Ela não se fez de rogada, escolheu apenas os pratos de que gostava, e ainda optou pelos mais caros.
Teresa perguntou se todos já haviam feito seus pedidos, acrescentou ainda uma grande tábua de sashimi especial e solicitou uma lata de caviar para cada um, só então dispensando o garçom.
Os presentes não pouparam elogios, dizendo que ela era generosa.
A Sra. Coelho também assentiu discretamente.
Para ser designer na “Cetro”, talento era importante, mas saber lidar com pessoas e cultivar relacionamentos era igualmente essencial.

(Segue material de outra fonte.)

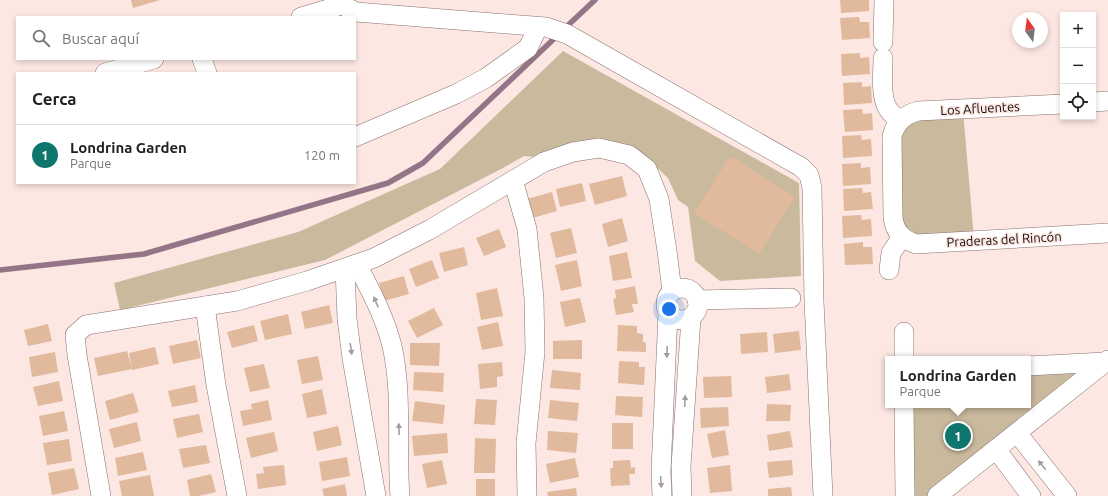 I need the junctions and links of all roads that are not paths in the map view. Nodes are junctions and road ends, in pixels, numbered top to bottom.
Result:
1 (884, 0) edge
2 (340, 3) edge
3 (304, 16) edge
4 (553, 30) junction
5 (151, 60) edge
6 (202, 60) edge
7 (109, 72) edge
8 (207, 72) edge
9 (1108, 101) edge
10 (1096, 102) edge
11 (1060, 104) edge
12 (899, 121) junction
13 (356, 137) edge
14 (513, 180) junction
15 (1108, 233) edge
16 (902, 237) junction
17 (351, 266) junction
18 (889, 270) dead end
19 (672, 291) junction
20 (791, 298) dead end
21 (697, 300) junction
22 (205, 306) junction
23 (668, 313) junction
24 (691, 318) junction
25 (904, 332) dead end
26 (904, 356) edge
27 (1106, 361) edge
28 (1031, 366) edge
29 (904, 408) edge
30 (663, 424) junction
31 (683, 426) junction
32 (1016, 433) junction
33 (996, 449) junction
34 (399, 458) junction
35 (371, 461) junction
36 (101, 496) edge
37 (237, 496) edge
38 (376, 496) edge
39 (400, 496) edge
40 (528, 496) edge
41 (662, 496) edge
42 (682, 496) edge
43 (823, 496) edge
44 (906, 496) edge
45 (937, 496) edge
46 (1031, 496) edge
47 (1067, 496) edge

1 - 12 street
2 - 3 street
2 - 4 street
4 - 13 street
4 - 43 street
5 - 7 street
6 - 8 street
9 - 10 street
11 - 12 street, Los Afluentes
12 - 16 street
14 - 17 street
14 - 19 street
14 - 40 street
15 - 16 street, Praderas del Rincón
16 - 18 street
17 - 22 street
34 -> 17 street
17 -> 35 street
19 - 21 street
19 - 23 street
20 - 21 street
21 - 24 street
22 - 36 street
22 - 37 street
23 - 24 street
23 -> 30 street
31 -> 24 street
25 - 26 street
27 - 28 street
27 - 32 street
29 - 44 street
30 - 31 street
30 -> 41 street
31 - 42 street
32 - 33 street
47 -> 32 street
33 - 45 street
33 - 46 street
34 - 35 street
34 - 39 street
35 - 38 street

Quanto mais contatos alguém tivesse, mais chances teria de fechar grandes contratos com famílias influentes.
Embora a “Cetro” prezasse por uma postura séria de marca, técnicas de marketing como essa eram indispensáveis para os funcionários.
Teresa sentou-se no centro do grupo, sentindo-se o centro das atenções com tantos elogios, e ao lembrar da conta do pedido, já não sentiu tanta dor no bolso.
Tudo aquilo valia a pena.
Além disso, com o vinho que Valentino lhe dera, imaginou que ninguém do departamento de design conseguiria superá-la.
Quanto a Dandara, nem se comparava.
Teresa sabia que Dandara não tinha muitos recursos.
Esse sentimento de superioridade inevitavelmente voltou a crescer em seu coração.
Enquanto a conversa fluía animada, o garçom entrou e disse: “Bem... Sra. Barros, um dos vinhos que a senhora escolheu já foi levado por outra pessoa.”
Teresa, ao ver o garçom hesitante, franziu as sobrancelhas e perguntou: “Não disseram que o Valentino havia deixado o vinho aqui? Quem levou?”
O garçom respondeu, um pouco constrangido: “Bem... foram os pais do Sr. Macedo, que estão jantando aqui, pegaram uma garrafa.”
Ao ouvir isso, Teresa ficou imediatamente tensa e olhou instintivamente para Dandara.